Project

Eating and food buying behaviors of CalFresh participants who use their EBT card at farmers markets

Project (M.S.W., Social Work ) -- California State University, Sacramento, 2013.

This study explored the ways in which wireless EBT card terminals at farmers’ markets affect CalFresh participants’ eating and food-purchasing behaviors. Researchers utilized a convenience sampling technique of fifty-eight CalFresh participants who shopped at Sacramento-area farmers’ markets between November 2012 and February 2013. This study incorporated a survey with twenty-six questions regarding participants’ eating and food-buying behaviors. Demographic data, such as gender, ethnicity, age, and neighborhood of residence was also collected. The researchers hypothesize the intervention of EBT terminals at farmers’ markets will be associated with participants’ frequency shopping at farmers’ markets and consumption of healthy foods. A paired samples t-test determined there was a statistically significant difference of -5.60 (sd=11.67, t=-3.65, df=57, p>.001) between the means of participants’ frequency shopping at farmers’ markets before using EBT at farmers’ markets (n=58, M=19.45, sd=17.46) and participants’ frequency shopping at farmers markets after beginning to using EBT at farmers’ markets (n=58, M=25.03, sd=18.21).
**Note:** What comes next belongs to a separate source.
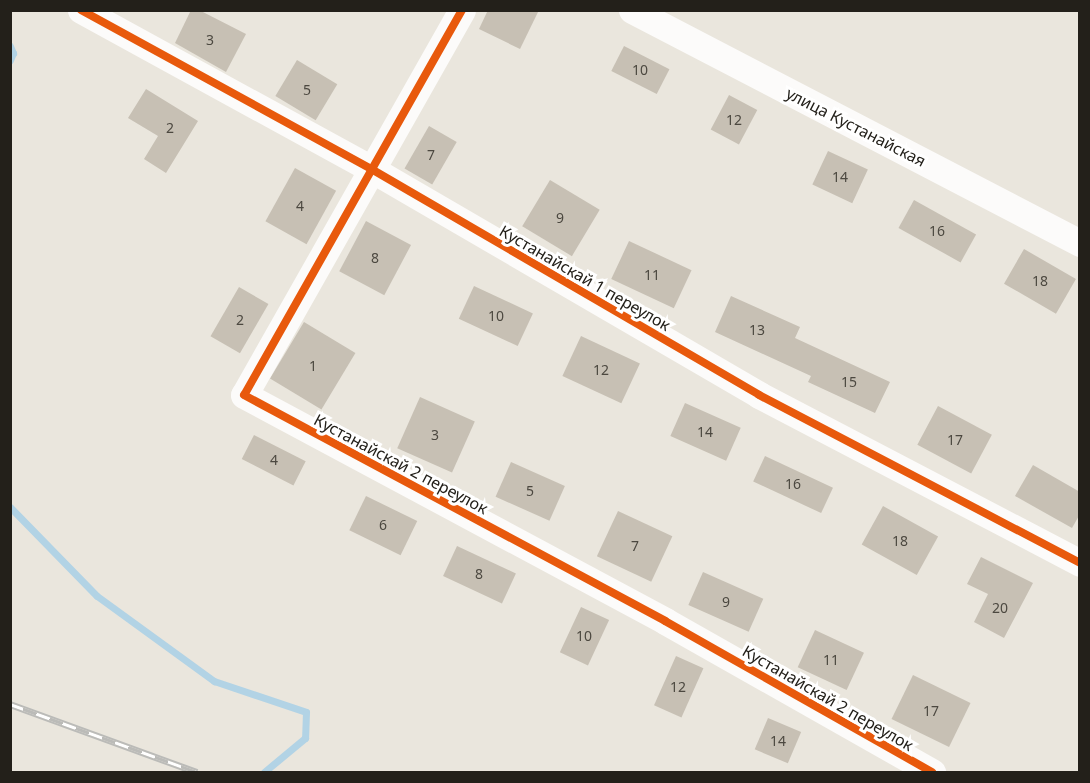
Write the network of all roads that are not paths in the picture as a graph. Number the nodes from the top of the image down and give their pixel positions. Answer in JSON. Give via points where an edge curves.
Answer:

Another t-test determined there was a statistically significant difference of -1.08 (sd=2.30, t=-3.58, df=57, p>.001) between the means of the number of healthy meals participants’ prepared at home before using EBT at farmers’ markets (n=58, M=9.17, sd=6.70) and the number of healthy meals participants’ prepared at home after beginning to using EBT at farmers’ markets (n=58, M=10.25, sd=6.37). The researchers’ hypotheses were sustained, showing evidence that EBT access at farmers’ markets is related to increased frequency shopping at farmers’ markets and consumption of produce from farmers’ markets.